Personally, I think that Morsi’s “compromise” will prove to be more of a tactical retreat, and we can expect more violent protests in the days and weeks ahead as Morsi’s opponents realize that substantively little has changed with the decree’s annulment. Shadi Hamid, writing recently in Foreign Policy, observed that Morsi and the Brotherhood saw an “existential threat on the horizon” where Egyptian courts would rule in opposition to the Egyptian Parliament’s rulings and to the Moslem Brotherhood itself. To preempt such actions by the Egyptian judiciary, Morsi issued his authoritarian decree. Professor Hamid wrote:
[T]he Brotherhood was well aware just how bad Morsi’s decree looked. As one senior [Freedom and Justice Party, the “official” name of the Brotherhood party] official admitted: “Yes, the decree isn’t democratic and it’s not what you would expect after a revolution,” but he claimed there was simply no other choice. The message was clear: The Brotherhood is in an existential fight and, as a result, the normal rules of politics would be suspended.
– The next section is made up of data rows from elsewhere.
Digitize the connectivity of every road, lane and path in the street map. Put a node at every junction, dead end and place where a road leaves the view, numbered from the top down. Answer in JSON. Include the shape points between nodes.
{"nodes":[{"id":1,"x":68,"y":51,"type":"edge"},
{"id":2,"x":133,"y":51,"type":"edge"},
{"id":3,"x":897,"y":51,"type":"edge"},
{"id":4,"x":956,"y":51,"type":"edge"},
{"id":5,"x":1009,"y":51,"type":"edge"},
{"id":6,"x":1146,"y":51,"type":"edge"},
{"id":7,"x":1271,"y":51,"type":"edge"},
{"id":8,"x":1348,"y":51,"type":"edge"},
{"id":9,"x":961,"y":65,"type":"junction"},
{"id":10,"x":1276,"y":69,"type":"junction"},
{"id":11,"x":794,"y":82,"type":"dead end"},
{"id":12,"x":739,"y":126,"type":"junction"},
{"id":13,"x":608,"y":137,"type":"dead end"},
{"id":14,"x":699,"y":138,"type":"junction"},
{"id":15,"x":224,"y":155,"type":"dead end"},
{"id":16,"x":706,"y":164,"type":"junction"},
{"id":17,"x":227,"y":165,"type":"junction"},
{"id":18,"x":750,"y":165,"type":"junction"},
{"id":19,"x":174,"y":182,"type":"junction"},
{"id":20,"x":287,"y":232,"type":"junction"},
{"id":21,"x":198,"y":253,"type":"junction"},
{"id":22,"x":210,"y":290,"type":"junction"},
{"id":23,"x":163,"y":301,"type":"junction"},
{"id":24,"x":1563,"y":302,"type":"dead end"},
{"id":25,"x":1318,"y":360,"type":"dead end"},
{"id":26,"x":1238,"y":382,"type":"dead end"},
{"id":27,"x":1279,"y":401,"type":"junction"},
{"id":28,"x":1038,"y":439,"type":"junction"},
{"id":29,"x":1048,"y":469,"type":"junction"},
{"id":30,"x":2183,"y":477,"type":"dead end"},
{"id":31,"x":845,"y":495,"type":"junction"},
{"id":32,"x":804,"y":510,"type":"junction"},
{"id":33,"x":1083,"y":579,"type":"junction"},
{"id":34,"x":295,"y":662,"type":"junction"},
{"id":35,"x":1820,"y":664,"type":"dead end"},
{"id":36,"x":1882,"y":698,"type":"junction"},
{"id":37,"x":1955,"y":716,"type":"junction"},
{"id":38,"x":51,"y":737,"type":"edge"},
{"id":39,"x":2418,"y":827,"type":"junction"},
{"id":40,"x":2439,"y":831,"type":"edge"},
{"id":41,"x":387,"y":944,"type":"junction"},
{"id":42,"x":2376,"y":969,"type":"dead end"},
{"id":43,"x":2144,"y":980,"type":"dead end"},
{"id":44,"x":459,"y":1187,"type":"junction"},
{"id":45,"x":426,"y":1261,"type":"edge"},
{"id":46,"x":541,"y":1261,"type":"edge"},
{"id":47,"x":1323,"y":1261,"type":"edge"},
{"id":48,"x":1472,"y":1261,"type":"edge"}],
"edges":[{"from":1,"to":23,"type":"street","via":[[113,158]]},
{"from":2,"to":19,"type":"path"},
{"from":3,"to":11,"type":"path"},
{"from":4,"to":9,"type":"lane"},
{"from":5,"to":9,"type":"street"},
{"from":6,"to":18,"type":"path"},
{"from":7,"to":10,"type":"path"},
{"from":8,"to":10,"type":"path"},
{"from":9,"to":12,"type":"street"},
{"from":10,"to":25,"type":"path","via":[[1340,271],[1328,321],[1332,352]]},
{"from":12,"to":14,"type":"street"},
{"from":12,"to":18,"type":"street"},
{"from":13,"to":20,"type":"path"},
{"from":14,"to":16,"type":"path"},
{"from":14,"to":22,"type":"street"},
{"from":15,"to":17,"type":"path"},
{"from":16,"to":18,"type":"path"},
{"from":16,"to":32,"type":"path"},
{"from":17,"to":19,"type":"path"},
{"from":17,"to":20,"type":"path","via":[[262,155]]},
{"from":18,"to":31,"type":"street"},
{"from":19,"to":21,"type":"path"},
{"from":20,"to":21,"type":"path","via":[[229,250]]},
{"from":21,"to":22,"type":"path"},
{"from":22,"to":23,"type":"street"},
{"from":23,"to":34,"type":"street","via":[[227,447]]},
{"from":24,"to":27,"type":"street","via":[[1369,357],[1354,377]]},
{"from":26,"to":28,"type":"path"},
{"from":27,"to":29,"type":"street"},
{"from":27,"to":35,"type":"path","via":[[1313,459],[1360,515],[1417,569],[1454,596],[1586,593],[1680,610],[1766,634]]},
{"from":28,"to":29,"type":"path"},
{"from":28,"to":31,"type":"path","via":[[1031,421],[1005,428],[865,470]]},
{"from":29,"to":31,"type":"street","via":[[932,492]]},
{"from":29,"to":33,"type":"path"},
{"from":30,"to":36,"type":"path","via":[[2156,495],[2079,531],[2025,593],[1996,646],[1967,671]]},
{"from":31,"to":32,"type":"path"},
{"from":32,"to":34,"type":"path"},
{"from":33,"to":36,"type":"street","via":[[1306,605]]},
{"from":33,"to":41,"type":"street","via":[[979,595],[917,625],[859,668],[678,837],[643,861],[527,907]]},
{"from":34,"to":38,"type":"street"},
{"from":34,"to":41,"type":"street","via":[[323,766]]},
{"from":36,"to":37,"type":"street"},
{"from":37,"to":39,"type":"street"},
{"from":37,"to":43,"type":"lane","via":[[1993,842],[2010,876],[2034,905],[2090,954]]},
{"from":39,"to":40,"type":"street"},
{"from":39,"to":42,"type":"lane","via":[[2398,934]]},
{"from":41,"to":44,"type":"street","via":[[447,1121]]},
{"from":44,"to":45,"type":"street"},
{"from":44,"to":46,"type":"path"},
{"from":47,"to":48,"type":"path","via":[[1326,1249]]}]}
One Brotherhood member I spoke to likened it to “shock therapy that runs the risk of leaving the patient dead.”
Of course, Egypt has been a Moslem nation for centuries, but Morsi and his allies seek to impose Sharia law (and a particularly conservative view of Islamic Sharia law) on the population. Given the Obama “Administration” support for Morsi and his Moslem Brotherhood government, most moderate and liberal Egyptians, and Christians in Egypt, believe that Morsi will not change his position without outside pressure. After all, Morsi was elected with about 51 percent of the vote, and that made him and his allies feel that they had a mandate to fundamentally transform Egypt. (Sound vaguely familiar?)
While few of us expected that the Egyptian revolution would become a model of Jeffersonian democracy, Morsi and his allies are now a threat to the future of any genuine democratic liberties that were the hope of the Egyptian revolution. Despite the decree’s annulment, a more democratic future is still in serious jeopardy, and many Egyptians feel both discouraged and angry with Morsi’s suspension of the courts, the crash of the Egyptian stock market, and growing instability. The international community, and particularly President Obama and his “Administration,” have been silent about events in Egypt, other than stern expressions of deep concern. Presumably, President Obama and other Western nations have decided that it is in their best interest to align themselves with radical Islamists in Egypt who are willing to serve Western political interests while they tyrannically impose authoritarian and brutal Sharia law on the Egyptian people. Yes, it is true that for those of us who are Christian believers, our citizenship is in Heaven. But we also are blessed and rejoice that there are enough Egyptians who are unwilling to be bullied, and who are ready to pay a high price for freedoms they believe were gained in their 2011 revolution. Please join me in praying for our Christian brothers and sisters, and for all of the other true freedom-loving people of Egypt. Please also urge your elected representatives to stand with them, and in opposition to Morsi and his thugs in the Moslem Brotherhood. And may we, as Christians living in the United States, learn from the courage of freedom-loving Egyptians. Who could ever have imagined such things?